(Saved entries)
● ● ● ● ●

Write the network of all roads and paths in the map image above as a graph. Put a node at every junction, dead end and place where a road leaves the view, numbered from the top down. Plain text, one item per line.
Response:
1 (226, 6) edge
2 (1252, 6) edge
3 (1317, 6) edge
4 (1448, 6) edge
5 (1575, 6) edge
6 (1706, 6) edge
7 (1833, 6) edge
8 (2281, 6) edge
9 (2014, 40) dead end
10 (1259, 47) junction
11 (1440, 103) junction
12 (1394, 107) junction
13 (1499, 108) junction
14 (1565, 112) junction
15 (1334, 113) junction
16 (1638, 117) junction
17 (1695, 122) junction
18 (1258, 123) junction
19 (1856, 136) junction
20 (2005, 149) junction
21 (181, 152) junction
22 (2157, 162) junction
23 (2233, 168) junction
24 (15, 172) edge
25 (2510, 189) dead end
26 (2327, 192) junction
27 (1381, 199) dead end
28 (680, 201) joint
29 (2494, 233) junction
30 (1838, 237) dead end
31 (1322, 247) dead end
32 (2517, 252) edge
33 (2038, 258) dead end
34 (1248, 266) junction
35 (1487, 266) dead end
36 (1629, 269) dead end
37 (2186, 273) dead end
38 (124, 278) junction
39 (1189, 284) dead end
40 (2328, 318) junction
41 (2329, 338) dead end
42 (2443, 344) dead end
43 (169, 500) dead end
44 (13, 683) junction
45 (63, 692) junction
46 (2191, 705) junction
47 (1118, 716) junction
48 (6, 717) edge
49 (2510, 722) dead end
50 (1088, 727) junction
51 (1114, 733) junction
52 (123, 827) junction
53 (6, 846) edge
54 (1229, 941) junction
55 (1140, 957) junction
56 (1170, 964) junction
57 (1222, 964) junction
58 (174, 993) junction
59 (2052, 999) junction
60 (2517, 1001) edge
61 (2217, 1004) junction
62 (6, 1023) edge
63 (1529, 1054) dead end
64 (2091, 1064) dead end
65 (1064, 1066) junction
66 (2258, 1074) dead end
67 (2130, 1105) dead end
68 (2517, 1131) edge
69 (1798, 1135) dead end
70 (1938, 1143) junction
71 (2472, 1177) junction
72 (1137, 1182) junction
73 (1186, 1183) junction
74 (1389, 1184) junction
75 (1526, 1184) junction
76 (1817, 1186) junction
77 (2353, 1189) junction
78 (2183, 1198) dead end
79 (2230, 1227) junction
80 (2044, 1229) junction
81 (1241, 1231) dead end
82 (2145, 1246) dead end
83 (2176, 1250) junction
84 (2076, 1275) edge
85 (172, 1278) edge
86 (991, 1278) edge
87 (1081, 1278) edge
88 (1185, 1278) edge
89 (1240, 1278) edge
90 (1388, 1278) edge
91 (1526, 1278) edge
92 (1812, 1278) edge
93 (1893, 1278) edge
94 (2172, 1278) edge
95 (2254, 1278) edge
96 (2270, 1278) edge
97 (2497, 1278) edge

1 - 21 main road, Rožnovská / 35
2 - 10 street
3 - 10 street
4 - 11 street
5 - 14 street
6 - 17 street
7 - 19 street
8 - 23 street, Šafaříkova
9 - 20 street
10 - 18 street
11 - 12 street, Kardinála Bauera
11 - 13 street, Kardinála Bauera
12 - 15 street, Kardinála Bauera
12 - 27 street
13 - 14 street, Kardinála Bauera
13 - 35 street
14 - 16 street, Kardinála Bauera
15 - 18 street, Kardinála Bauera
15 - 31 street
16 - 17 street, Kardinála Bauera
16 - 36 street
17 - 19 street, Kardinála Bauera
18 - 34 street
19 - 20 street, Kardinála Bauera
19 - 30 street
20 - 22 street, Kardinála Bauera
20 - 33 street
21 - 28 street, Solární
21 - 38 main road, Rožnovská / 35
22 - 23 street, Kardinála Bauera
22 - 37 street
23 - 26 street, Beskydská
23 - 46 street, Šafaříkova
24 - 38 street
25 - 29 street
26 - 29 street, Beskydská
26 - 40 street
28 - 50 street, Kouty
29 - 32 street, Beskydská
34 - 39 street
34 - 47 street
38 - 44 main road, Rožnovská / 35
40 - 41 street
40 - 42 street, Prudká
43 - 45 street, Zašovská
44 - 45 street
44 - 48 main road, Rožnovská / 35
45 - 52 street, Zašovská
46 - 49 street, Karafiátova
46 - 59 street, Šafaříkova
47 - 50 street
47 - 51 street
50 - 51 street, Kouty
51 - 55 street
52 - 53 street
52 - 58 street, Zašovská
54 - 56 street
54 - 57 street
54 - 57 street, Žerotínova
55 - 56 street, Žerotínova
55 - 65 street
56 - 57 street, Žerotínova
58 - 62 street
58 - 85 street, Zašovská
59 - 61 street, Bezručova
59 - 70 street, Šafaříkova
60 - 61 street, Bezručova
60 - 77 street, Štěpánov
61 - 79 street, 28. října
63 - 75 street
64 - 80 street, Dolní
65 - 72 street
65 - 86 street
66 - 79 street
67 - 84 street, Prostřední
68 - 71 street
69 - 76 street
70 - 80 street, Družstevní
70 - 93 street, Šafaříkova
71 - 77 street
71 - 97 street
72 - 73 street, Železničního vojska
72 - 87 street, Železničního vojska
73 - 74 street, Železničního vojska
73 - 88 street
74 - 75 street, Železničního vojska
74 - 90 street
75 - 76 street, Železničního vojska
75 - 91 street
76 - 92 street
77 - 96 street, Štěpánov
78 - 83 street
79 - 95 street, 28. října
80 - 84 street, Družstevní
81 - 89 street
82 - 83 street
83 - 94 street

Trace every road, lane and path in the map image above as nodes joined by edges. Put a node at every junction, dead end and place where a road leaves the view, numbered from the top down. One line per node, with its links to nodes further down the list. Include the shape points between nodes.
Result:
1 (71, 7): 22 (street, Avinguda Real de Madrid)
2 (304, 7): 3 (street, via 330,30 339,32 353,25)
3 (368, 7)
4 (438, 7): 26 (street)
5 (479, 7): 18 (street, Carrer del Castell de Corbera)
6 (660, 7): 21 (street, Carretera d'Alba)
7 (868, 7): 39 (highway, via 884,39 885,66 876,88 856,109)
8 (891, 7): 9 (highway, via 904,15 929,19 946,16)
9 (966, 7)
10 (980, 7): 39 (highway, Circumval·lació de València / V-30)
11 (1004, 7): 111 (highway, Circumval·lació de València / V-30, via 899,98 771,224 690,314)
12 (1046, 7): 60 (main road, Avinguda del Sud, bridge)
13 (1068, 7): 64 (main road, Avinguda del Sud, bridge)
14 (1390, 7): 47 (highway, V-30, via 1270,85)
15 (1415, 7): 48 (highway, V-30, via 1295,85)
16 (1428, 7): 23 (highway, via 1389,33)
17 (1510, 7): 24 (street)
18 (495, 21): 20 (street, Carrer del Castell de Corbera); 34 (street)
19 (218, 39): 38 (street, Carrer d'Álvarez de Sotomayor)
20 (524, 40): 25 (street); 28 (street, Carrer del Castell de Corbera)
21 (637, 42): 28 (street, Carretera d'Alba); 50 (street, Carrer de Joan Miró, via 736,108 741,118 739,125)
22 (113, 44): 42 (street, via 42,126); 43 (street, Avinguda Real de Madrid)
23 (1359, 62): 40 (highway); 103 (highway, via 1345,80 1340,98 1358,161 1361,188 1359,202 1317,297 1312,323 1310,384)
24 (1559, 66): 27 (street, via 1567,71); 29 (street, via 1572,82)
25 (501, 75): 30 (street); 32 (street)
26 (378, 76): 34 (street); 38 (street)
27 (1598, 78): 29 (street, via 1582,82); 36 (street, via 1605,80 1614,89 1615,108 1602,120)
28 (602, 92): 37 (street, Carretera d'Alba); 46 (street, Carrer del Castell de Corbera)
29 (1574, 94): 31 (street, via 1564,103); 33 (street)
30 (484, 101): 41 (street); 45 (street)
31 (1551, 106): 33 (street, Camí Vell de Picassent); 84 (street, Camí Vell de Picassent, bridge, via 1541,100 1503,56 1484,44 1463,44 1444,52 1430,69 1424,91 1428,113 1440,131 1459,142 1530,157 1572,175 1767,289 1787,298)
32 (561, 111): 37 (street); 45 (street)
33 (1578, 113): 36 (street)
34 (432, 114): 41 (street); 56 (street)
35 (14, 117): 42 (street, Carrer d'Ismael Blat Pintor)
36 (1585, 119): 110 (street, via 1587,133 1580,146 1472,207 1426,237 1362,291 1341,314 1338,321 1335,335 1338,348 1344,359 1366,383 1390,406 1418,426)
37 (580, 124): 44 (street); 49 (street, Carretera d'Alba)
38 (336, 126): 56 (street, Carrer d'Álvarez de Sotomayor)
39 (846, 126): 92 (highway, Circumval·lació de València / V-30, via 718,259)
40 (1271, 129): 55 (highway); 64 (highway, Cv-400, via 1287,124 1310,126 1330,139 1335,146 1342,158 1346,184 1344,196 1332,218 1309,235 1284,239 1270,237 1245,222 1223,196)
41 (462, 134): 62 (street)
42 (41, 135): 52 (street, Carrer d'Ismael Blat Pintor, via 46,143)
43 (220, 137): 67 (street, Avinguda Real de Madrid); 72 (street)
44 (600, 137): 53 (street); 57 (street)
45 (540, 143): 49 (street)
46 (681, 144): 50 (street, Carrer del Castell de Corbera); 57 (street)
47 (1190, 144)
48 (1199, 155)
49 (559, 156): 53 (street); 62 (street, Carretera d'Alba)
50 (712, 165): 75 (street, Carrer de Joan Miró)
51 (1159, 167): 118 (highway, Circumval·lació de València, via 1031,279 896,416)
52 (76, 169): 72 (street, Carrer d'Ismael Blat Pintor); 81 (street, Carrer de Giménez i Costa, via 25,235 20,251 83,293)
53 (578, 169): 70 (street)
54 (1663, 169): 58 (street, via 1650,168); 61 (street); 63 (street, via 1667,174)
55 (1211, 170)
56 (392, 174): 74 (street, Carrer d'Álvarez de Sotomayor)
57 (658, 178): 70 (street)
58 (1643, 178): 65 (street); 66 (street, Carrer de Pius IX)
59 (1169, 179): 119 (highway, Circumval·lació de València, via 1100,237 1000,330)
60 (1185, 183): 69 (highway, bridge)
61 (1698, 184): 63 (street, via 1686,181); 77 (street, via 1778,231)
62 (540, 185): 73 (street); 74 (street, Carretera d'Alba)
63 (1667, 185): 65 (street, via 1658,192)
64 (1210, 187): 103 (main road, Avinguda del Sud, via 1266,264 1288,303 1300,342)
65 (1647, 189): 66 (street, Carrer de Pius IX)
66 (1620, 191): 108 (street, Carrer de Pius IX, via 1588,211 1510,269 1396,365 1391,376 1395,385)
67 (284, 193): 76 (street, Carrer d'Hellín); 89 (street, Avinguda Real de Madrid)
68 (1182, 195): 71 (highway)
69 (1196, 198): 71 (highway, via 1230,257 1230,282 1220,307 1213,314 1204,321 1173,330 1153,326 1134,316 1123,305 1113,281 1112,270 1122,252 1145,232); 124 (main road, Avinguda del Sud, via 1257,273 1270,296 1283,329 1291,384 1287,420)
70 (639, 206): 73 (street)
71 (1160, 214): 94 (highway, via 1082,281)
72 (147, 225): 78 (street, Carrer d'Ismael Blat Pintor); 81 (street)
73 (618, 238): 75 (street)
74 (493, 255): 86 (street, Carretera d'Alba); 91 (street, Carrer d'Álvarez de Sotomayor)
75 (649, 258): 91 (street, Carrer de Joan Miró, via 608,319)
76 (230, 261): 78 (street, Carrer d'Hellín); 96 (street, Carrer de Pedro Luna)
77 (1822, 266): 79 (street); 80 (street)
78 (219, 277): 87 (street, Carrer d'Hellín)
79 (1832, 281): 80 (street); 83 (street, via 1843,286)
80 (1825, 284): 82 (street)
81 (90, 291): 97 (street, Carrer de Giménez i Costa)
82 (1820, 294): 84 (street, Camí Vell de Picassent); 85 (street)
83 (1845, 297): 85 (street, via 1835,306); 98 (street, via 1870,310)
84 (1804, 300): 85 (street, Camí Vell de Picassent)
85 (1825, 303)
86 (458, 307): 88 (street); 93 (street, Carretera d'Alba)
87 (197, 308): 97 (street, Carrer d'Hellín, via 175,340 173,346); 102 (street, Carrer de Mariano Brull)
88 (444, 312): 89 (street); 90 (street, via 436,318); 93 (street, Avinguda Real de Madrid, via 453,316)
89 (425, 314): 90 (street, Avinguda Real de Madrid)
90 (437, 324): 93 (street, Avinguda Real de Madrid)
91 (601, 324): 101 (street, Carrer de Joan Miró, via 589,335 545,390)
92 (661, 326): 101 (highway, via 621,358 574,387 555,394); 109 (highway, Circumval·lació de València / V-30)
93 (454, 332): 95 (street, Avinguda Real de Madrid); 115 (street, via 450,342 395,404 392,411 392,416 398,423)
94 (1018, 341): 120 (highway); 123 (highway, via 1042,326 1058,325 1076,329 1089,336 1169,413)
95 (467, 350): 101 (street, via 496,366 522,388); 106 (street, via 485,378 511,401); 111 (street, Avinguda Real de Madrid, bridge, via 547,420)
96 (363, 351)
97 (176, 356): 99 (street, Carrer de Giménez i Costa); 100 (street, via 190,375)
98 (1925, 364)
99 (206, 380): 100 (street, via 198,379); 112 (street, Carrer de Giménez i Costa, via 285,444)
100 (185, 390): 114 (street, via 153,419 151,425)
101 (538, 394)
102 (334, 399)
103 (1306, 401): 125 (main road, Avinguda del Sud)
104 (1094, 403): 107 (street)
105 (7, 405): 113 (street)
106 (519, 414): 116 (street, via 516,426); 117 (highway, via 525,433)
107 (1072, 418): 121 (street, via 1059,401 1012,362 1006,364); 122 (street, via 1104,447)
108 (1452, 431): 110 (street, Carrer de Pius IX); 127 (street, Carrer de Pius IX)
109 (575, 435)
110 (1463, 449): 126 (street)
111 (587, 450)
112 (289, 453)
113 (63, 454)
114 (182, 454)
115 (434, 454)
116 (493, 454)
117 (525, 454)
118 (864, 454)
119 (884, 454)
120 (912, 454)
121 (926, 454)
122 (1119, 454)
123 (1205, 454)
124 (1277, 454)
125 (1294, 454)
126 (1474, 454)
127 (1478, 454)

● ● ● ● ●

Task
Which lines above contain the word "vojska"? Copy all of them.

Reply to the exercise
72 - 73 street, Železničního vojska
72 - 87 street, Železničního vojska
73 - 74 street, Železničního vojska
74 - 75 street, Železničního vojska
75 - 76 street, Železničního vojska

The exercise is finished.